Revel is the title of a series of works I started in 2009 in Darwin, NT. The works are a homage/exploration of Carl Andre’s 1966 work Lever and other floor sculptures from 1965 onwards. As well, the series looks at my childhood memories of seeing Andre’s Lever in 1974 at the Art Gallery of NSW.

Revel is the backward spelling of ‘lever’ - an apt title meaning to celebrate.

The work here was commissioned by Lake Macquarie Regional Gallery for Lake, curated by Malcolm Smith and Meryl Ryan (24 Sept. – 14 Nov. 2010). Lake explores and highlights Australia’s inward waterways in contrast to Australia’s defining coastal demographic. The role of landscape defines Australia, the gothic and metaphysical qualities of lakes are underlying issues explored in this exhibition through artistic interpretation.

• Lakes
Lakes link themselves to moats and swimming pools easily. Lakes exist both physically and symbolically.
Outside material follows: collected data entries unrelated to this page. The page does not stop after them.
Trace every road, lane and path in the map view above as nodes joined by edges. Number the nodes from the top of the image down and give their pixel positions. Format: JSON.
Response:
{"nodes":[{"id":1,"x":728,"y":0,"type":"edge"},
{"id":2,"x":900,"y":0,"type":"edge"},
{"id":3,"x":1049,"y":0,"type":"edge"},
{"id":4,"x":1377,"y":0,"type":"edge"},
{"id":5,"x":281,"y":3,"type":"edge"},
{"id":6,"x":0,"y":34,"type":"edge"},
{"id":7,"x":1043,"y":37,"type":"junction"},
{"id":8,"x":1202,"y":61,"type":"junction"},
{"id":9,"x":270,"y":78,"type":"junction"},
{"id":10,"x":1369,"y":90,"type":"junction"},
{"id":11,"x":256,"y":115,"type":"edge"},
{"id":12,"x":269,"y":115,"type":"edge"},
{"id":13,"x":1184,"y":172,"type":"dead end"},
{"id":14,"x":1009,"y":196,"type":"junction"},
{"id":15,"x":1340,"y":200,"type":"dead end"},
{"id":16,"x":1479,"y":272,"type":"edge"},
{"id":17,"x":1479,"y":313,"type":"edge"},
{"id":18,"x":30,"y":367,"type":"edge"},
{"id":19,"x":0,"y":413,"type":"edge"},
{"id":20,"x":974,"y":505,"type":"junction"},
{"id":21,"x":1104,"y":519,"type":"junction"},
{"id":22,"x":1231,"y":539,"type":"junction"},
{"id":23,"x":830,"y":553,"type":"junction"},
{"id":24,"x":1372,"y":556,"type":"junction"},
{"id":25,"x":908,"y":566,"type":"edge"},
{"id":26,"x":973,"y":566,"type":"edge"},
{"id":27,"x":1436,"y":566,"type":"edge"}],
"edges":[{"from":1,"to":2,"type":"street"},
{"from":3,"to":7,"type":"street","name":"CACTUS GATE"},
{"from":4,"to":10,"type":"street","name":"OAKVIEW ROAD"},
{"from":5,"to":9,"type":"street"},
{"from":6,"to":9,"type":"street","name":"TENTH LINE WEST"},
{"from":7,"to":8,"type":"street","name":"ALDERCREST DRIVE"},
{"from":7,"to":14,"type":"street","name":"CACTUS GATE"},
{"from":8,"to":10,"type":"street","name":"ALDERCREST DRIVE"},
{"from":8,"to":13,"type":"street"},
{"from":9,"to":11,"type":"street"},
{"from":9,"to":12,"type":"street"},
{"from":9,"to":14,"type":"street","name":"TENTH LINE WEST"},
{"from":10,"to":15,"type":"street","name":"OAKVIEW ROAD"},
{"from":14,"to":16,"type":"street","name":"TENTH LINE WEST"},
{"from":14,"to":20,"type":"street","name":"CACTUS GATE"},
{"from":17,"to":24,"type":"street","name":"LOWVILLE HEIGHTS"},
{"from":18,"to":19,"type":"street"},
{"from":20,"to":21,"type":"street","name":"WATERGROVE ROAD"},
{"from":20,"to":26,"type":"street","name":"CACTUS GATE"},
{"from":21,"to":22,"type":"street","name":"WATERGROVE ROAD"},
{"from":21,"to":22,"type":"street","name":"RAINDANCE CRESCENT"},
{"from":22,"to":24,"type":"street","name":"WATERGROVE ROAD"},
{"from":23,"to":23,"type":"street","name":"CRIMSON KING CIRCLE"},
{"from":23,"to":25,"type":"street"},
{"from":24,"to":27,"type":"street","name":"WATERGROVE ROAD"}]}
My reference to a lake is via a circular form suggestive of a medieval moat or a swimming pool.

Andre had the inspiration for floor sculptures whilst canoeing on a lake in New Hampshire in 1965, he considered the lake’s surface as an ideal form and a sculpture solution.

The circumstances in which Andre's brick sculptures were first created have been summarised by David Bourdon, loc. cit.: For some time it had been apparent to Andre that his sculpture should be low’. In summer, 1965, while canoeing on a New Hampshire lake, he realised his sculpture had to be as level as water. (Bourdon, D. 1978)

• Homage: Carl Andre 1966 Lever
Lever is significant for me on two prime levels; firstly by its aesthetic resolve and secondly as childhood memory. Lever was included in the Australian travelling exhibition Some Recent American Art that I saw at the Art Gallery of NSW in 1974. I was six and it was my first experience with difficult post-modern art, I was intrigued by this mysterious row of bricks. In my recasting of Andre’s Lever I have imbedded metaphysical structure, expressiveness, history and allegory in contrast to the stark and reductive intents of the minimalists.

Image: Carl Andre Lever 1966.

• Trembling
Revel is loaded with emotion. In my extension of Andre’s work I started with the artist’s premise that materials have inherent qualities that must not be strayed from. Andre’s bricks are uniform and machined while my bricks are busy with distracting detail, transformative with age.

Tobias Richardson, Lake Macquarie 2010

Bourdon, D. (1978). Carl Andre; Sculpture 1959-1977, p. 50 “Lever” (1966). Jaap Rietman Inc., New York.
Carl Andre: Sculpture 1959-78, Exhibition Catalogue, Whitechapel Art Gallery, 17 March – 23 April 1978, London.